What is being asked :: Wherever "node" appears in the records below, copy the line that holds it.

Available records ::
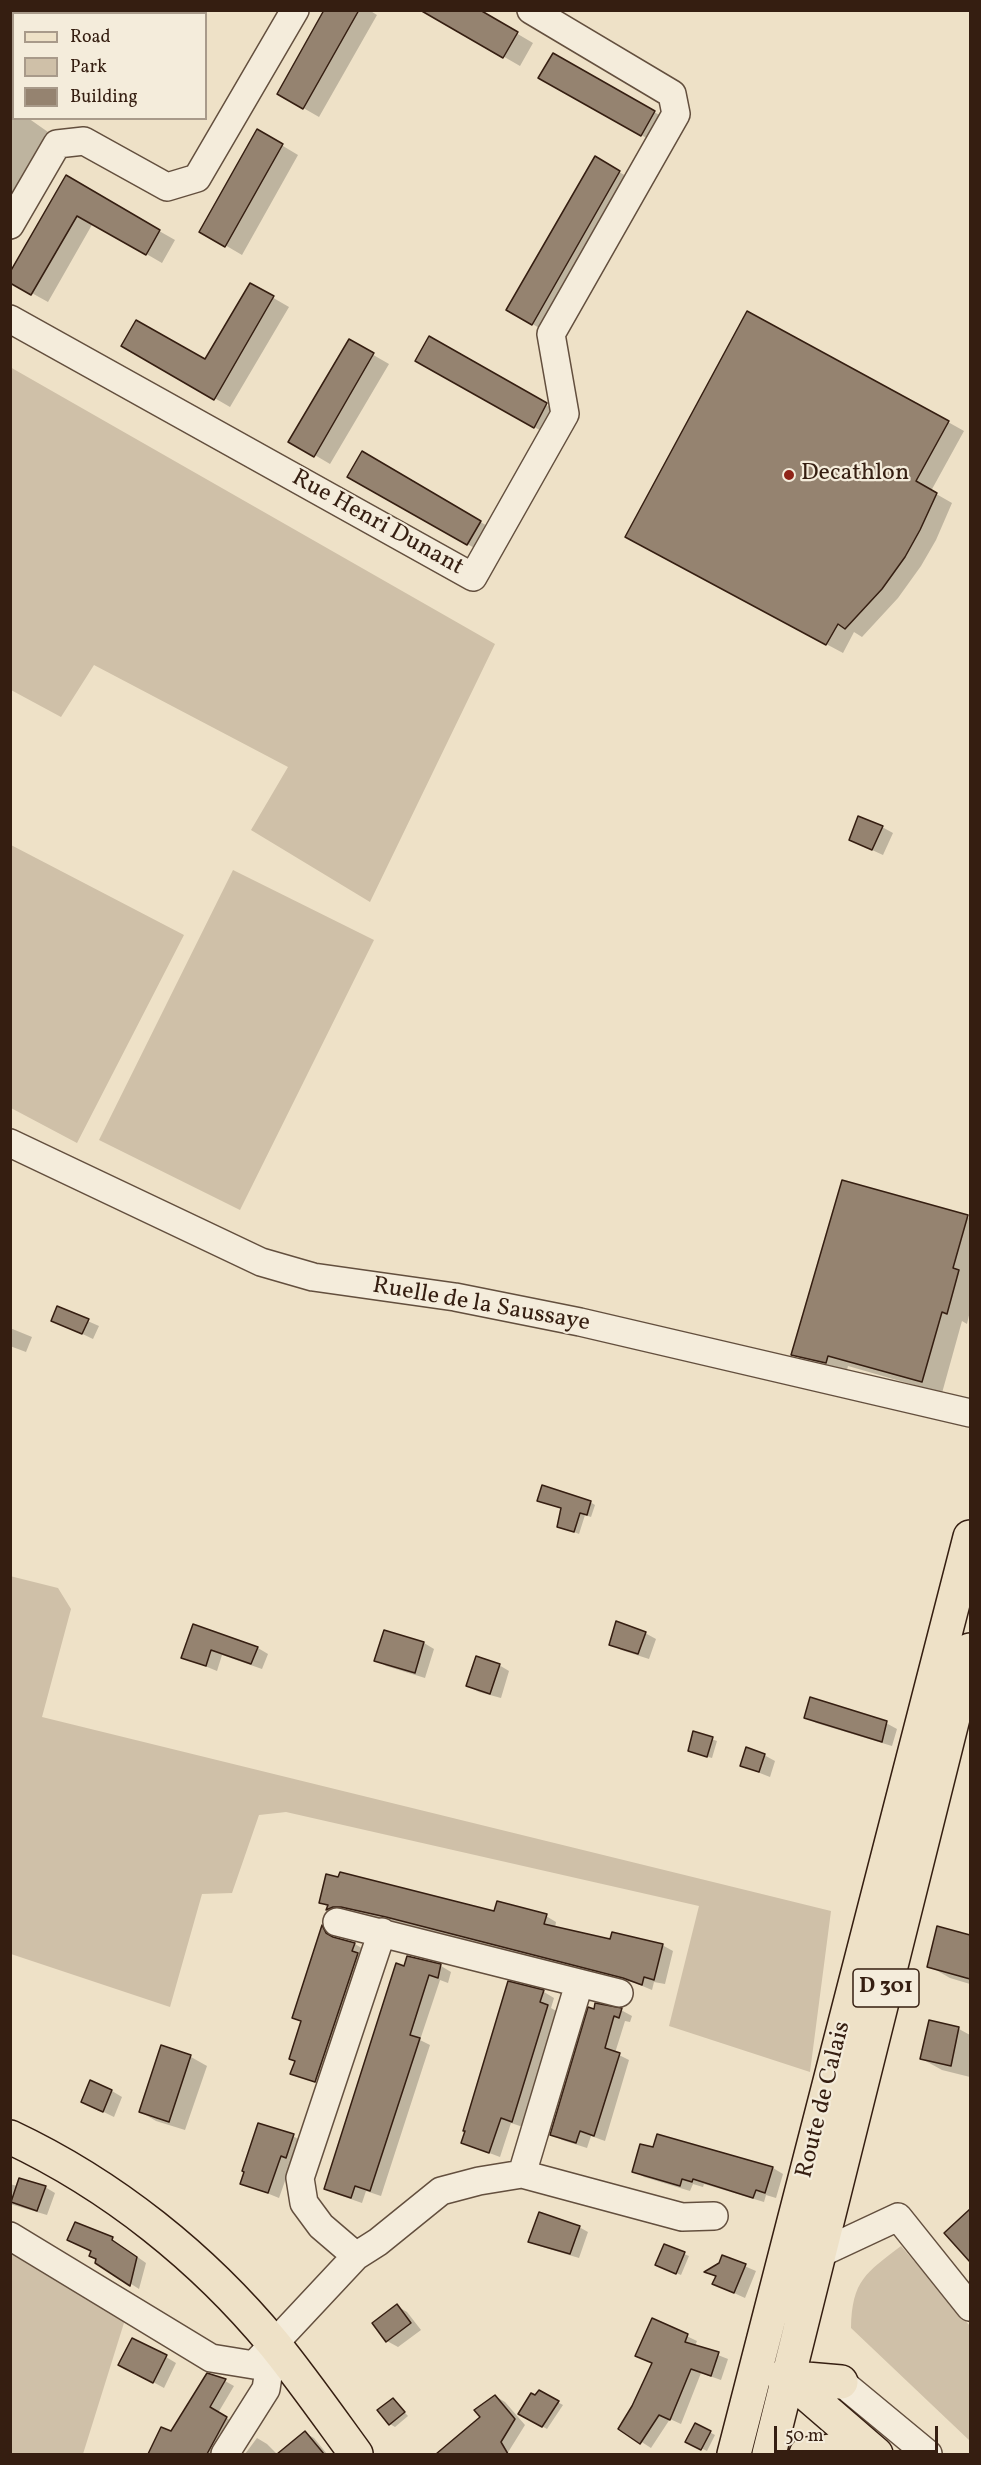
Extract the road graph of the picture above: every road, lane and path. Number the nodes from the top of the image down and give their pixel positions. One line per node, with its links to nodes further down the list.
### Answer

* * *

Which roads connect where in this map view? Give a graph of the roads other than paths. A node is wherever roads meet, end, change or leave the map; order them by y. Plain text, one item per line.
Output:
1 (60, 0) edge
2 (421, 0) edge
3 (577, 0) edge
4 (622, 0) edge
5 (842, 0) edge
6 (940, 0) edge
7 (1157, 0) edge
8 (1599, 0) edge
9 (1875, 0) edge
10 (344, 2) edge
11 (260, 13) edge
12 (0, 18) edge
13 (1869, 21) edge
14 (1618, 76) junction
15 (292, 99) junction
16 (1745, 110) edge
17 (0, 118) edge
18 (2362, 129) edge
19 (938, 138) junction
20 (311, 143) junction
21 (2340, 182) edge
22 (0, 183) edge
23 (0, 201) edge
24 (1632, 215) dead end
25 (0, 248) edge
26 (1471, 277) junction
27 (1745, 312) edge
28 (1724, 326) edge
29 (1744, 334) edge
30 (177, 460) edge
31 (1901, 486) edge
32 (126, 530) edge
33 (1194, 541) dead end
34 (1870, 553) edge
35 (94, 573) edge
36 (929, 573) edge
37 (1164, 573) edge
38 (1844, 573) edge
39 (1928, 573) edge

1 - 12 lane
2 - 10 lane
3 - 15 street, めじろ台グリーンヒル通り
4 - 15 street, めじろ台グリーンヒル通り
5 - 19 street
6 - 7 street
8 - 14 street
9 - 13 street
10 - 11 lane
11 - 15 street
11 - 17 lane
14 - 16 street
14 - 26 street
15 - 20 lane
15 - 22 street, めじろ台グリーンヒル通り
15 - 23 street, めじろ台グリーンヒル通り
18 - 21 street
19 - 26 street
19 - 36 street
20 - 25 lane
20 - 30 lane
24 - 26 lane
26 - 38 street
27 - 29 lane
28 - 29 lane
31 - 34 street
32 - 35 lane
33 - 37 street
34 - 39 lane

Answer section ::
Extract the road graph of the picture above: every road, lane and path. Number the nodes from the top of the image down and give their pixel positions. One line per node, with its links to nodes further down the list.
Which roads connect where in this map view? Give a graph of the roads other than paths. A node is wherever roads meet, end, change or leave the map; order them by y. Plain text, one item per line.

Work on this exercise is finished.